Every year millions of patients are readmitted to hospitals, and many of those stays could have been prevented. The Re-Engineered Discharge (RED) Toolkit, funded by the Agency for Healthcare Research and Quality, can help hospitals reduce readmission rates by replicating the discharge process that resulted in 30 percent fewer hospital readmissions and emergency room visits.
This newly expanded toolkit provides guidance to implement the RED for all patients, including those with limited English proficiency and from diverse cultural backgrounds. By helping hospitals plan and monitor the implementation of the RED process, the toolkit ensures a smooth and effective transition from hospital to home.
RED, developed and tested by the Boston University Medical Center, consists of a set of 12 actions the hospital undertakes during and after the hospital stay to ensure a smooth and effective transition at discharge. These 12 actions have been proven to reduce hospitalizations and yield high rates of patient satisfaction.

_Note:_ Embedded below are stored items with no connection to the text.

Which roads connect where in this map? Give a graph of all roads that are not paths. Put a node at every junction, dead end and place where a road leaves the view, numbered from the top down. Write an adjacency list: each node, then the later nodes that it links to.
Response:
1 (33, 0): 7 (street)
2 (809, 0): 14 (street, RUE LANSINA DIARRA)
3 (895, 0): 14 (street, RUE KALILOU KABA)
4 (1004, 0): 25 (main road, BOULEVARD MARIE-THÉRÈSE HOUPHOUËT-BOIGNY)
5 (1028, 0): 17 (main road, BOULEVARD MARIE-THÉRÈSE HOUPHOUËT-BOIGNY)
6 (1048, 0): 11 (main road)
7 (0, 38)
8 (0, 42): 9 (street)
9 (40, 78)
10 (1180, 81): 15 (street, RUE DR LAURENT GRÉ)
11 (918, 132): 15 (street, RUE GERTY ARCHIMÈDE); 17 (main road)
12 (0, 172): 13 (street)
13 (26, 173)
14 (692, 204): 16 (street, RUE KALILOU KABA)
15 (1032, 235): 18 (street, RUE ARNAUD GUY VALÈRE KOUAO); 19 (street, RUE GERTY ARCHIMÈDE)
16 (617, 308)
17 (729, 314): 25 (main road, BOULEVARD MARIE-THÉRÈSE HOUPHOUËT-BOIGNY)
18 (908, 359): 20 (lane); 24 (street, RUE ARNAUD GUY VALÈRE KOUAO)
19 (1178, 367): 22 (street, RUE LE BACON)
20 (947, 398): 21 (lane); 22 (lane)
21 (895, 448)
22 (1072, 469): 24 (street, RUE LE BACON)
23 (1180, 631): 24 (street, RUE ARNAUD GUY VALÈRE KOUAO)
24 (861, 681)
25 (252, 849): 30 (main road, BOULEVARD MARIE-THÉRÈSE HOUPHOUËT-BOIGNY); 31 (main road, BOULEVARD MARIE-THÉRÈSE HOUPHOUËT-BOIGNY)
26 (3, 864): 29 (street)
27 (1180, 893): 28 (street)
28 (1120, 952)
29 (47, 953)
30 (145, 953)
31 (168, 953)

The toolkit is a complete implementation guide consisting of seven tools, with five of them providing step-by-step instructions to jumpstart hospitals in this process. This has been recently adapted to address language barriers, cross cultural issues and disparities in healthcare communication and trust. These adaptations help organizations provide Culturally and Linguistically Appropriate Services (CLAS) and address the Communication and Language Assistance National CLAS Standards 5-8.
Is your organization providing CLAS or could your organizations improve by re-designing your discharge process utilizing RED? Take the GPQIN CLAS Checklist and Action Plan to identify opportunities to improve CLAS at your organization. Great Plains QIN modeled this assessment from the national Office of Minority Health Assessment. Use this checklist to measure where your organization is at in this journey, identify needs and develop an improvement plan to address the basic elements of the National CLAS Standards. Please keep in mind, there is no single correct way to implement the National CLAS Standards. The Assessment may take about 10 minutes to complete.
Nursing Homes & Skilled Nursing Facilities – Additional Information for You
We understand that readmissions are important to your organization with financial penalties or rewards with the Skilled Nursing Facility Value Based Program (VBP) measure to reduce 30 day all cause hospital readmissions.
If your organization has identified this as an opportunity for improvement, we encourage you to watch this short video explaining how RED can be used in the nursing home/SNF discharge of residents.
Access the Improving Nursing Home Discharges Back to the Community Toolkit (developed by Healthcentric Advisors). This guide includes a range of tools and resources to enhance your current discharge process. All materials are adapted for the nursing home setting, intended to enhance your current process and were developed from three main evidence-based resources:
• Project RED (Re-Engineered Discharge)
• Care Transitions Intervention Model®
• Gap analysis of participating nursing homes’ current discharge processes
Take a look, you may already be doing many of the interventions shown in this toolkit. However, the toolkit may provide new ideas to help reduce readmissions in your organization. Print and utilize the tools available, including:
- Admission Assessment Checklist
- Prepare for Discharge Checklist
- Discharge Plan Review
- Post discharge follow up
- Workflows
- After Care Plan
- Assessing family caregivers: A guide for healthcare providers
Please note; this toolkit was developed for Rhode Island; where it states to contact your local aging services access points, those are your local/community long-term support services and VNA is the home health services in that area. Disregard pages 45-49 HCA/Portal as we do not have a portal for use.